Segment Start: Provided data
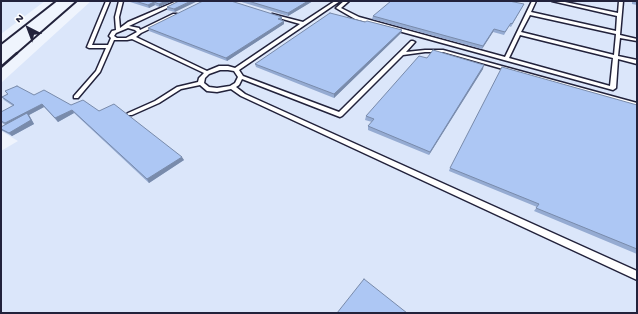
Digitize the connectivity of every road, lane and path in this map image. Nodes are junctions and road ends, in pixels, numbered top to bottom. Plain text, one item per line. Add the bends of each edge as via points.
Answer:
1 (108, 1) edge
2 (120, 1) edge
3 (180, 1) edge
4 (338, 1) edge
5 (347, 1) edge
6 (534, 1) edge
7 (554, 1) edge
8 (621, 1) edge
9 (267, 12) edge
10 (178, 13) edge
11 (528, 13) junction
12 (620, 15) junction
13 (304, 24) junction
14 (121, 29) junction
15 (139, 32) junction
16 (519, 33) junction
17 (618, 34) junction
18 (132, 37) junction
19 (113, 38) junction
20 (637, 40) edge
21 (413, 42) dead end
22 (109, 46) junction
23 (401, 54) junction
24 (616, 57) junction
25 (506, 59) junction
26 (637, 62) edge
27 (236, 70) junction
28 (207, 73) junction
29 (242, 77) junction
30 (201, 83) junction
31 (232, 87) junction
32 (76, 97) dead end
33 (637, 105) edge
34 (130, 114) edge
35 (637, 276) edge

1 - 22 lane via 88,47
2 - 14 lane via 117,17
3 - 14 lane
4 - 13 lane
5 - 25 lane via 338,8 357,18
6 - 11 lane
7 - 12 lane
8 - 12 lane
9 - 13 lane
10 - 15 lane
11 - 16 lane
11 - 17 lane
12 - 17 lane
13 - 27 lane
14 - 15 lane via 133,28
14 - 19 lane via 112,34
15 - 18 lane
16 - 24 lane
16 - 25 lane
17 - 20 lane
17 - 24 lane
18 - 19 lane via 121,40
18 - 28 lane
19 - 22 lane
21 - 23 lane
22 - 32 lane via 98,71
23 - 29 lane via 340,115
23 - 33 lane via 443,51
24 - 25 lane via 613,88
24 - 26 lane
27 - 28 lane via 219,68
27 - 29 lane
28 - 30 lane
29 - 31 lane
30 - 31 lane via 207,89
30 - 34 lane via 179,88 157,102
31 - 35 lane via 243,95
Segment End: Provided data
#### [What the exercise asks]
Your answer must be an exact repeat of the records above, with the pictures left out.

#### [Task response]
Digitize the connectivity of every road, lane and path in this map image. Nodes are junctions and road ends, in pixels, numbered top to bottom. Plain text, one item per line. Add the bends of each edge as via points.
Answer:
1 (108, 1) edge
2 (120, 1) edge
3 (180, 1) edge
4 (338, 1) edge
5 (347, 1) edge
6 (534, 1) edge
7 (554, 1) edge
8 (621, 1) edge
9 (267, 12) edge
10 (178, 13) edge
11 (528, 13) junction
12 (620, 15) junction
13 (304, 24) junction
14 (121, 29) junction
15 (139, 32) junction
16 (519, 33) junction
17 (618, 34) junction
18 (132, 37) junction
19 (113, 38) junction
20 (637, 40) edge
21 (413, 42) dead end
22 (109, 46) junction
23 (401, 54) junction
24 (616, 57) junction
25 (506, 59) junction
26 (637, 62) edge
27 (236, 70) junction
28 (207, 73) junction
29 (242, 77) junction
30 (201, 83) junction
31 (232, 87) junction
32 (76, 97) dead end
33 (637, 105) edge
34 (130, 114) edge
35 (637, 276) edge

1 - 22 lane via 88,47
2 - 14 lane via 117,17
3 - 14 lane
4 - 13 lane
5 - 25 lane via 338,8 357,18
6 - 11 lane
7 - 12 lane
8 - 12 lane
9 - 13 lane
10 - 15 lane
11 - 16 lane
11 - 17 lane
12 - 17 lane
13 - 27 lane
14 - 15 lane via 133,28
14 - 19 lane via 112,34
15 - 18 lane
16 - 24 lane
16 - 25 lane
17 - 20 lane
17 - 24 lane
18 - 19 lane via 121,40
18 - 28 lane
19 - 22 lane
21 - 23 lane
22 - 32 lane via 98,71
23 - 29 lane via 340,115
23 - 33 lane via 443,51
24 - 25 lane via 613,88
24 - 26 lane
27 - 28 lane via 219,68
27 - 29 lane
28 - 30 lane
29 - 31 lane
30 - 31 lane via 207,89
30 - 34 lane via 179,88 157,102
31 - 35 lane via 243,95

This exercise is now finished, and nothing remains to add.